Saved data entries:
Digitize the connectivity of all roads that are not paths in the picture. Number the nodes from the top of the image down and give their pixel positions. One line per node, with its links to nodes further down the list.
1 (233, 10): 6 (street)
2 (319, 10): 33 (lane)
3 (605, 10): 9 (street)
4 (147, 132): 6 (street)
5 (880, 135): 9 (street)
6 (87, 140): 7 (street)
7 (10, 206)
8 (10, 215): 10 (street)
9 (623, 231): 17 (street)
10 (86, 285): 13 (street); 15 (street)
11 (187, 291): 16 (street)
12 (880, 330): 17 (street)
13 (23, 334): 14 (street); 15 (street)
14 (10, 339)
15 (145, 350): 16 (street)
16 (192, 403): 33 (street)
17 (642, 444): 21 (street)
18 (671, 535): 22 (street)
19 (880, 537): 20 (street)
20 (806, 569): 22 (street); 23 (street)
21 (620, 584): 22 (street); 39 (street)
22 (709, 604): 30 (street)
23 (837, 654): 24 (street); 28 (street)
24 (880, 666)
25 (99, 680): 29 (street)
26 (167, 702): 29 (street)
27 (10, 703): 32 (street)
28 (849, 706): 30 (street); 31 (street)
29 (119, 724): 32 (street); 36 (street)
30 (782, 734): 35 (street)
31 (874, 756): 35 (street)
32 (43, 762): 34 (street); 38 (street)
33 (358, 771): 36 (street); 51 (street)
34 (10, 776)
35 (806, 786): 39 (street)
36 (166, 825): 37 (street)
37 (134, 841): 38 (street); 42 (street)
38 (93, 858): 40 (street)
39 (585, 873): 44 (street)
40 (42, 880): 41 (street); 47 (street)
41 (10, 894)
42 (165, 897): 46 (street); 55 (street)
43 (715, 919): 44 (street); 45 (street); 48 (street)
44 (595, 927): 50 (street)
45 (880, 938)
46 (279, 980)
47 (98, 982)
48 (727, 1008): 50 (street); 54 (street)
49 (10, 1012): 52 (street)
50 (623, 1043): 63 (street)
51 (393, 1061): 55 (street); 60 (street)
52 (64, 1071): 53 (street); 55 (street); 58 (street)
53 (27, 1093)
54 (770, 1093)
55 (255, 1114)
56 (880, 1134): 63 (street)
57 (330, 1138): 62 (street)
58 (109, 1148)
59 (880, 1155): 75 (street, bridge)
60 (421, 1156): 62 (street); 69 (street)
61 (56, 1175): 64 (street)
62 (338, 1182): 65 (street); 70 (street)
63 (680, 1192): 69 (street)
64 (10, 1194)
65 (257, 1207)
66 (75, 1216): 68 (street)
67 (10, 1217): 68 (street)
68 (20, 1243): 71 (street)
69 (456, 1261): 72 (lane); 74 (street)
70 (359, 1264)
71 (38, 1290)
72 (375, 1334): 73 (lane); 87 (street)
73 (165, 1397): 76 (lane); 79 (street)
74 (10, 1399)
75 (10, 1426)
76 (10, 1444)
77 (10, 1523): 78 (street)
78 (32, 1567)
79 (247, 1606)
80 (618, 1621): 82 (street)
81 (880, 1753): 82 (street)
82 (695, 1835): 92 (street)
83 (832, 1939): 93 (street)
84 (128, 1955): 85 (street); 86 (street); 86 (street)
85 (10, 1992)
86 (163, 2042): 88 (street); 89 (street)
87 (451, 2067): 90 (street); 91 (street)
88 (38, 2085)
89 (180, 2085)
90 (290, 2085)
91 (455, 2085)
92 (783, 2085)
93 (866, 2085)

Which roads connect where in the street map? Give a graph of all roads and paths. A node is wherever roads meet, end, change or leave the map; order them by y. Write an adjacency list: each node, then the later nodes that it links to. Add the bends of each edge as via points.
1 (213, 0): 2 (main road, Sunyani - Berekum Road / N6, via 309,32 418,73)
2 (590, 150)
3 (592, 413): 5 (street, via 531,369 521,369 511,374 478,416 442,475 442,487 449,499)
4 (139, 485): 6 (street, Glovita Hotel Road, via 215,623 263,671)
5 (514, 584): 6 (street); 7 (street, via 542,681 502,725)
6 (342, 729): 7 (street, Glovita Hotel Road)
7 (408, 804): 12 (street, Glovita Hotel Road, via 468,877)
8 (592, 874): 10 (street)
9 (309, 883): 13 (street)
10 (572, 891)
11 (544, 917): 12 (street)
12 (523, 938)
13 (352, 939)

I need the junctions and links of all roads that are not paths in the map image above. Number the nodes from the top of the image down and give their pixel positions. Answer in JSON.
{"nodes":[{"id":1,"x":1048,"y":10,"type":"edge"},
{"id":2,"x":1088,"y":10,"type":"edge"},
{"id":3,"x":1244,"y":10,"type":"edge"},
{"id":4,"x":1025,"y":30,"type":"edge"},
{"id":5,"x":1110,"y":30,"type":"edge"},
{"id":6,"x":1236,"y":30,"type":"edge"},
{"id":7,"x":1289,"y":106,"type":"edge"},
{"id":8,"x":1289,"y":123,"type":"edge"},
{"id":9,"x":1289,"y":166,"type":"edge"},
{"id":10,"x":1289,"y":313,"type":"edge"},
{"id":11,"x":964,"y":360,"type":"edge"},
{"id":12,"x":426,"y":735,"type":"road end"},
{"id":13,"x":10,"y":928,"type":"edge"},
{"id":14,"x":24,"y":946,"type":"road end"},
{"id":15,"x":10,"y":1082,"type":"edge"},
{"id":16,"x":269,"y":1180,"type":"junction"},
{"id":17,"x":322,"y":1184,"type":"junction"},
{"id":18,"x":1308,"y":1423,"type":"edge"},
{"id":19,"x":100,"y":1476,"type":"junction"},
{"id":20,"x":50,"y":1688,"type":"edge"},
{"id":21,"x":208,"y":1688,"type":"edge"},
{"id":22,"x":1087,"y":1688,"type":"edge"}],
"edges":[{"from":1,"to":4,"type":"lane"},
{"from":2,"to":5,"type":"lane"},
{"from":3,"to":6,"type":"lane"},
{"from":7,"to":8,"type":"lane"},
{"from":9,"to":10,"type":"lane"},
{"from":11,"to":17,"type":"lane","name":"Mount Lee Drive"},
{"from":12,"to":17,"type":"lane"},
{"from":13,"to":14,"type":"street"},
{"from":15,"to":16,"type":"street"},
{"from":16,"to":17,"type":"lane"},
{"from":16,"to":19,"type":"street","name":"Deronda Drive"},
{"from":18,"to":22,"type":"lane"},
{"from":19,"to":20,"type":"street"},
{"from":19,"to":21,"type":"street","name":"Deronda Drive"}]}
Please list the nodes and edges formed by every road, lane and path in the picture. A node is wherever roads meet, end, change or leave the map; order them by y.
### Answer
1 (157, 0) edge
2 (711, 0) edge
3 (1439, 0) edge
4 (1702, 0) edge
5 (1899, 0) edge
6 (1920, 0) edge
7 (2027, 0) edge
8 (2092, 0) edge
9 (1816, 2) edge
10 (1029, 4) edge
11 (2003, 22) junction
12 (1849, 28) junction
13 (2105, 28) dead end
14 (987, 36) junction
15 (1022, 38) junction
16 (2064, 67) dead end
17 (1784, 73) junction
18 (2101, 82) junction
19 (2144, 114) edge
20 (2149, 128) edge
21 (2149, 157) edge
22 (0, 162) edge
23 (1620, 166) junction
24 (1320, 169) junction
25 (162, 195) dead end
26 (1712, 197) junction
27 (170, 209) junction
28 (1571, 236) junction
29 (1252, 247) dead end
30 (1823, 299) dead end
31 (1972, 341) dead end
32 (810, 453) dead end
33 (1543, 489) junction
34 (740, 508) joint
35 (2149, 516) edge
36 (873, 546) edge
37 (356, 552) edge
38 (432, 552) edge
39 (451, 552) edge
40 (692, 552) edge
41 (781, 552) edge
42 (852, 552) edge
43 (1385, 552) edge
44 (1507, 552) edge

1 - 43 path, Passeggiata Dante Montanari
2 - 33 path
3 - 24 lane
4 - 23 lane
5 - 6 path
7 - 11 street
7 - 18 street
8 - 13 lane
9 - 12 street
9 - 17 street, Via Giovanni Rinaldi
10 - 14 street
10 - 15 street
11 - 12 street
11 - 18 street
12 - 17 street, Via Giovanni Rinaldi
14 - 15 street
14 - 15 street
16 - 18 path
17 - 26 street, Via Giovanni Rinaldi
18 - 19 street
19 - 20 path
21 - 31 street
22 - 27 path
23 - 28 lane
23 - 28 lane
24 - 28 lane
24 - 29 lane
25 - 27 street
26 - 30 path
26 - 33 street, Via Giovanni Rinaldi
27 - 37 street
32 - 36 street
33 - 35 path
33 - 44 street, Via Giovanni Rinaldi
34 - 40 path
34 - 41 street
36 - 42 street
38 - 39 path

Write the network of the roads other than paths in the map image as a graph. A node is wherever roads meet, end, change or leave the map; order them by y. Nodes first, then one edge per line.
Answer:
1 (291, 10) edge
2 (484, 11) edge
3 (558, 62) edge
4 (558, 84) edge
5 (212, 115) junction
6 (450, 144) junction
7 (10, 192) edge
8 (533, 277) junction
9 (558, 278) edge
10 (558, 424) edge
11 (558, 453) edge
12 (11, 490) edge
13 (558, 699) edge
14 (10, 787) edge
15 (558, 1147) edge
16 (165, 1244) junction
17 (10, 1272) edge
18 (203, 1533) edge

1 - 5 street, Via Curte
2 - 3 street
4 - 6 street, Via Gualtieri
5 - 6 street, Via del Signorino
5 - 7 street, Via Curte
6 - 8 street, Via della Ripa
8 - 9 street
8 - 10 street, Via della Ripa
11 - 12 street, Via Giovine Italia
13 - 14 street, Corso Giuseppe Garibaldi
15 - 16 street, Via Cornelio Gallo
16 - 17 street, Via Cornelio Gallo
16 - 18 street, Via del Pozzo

WHAT YOU WILL DO: Find every line in the records that has the word "edges". Copy those lines.

WRITTEN REPLY:
"edges":[{"from":1,"to":4,"type":"lane"},
Please list the nodes and edges formed by every road, lane and path in the picture. A node is wherever roads meet, end, change or leave the map; order them by y.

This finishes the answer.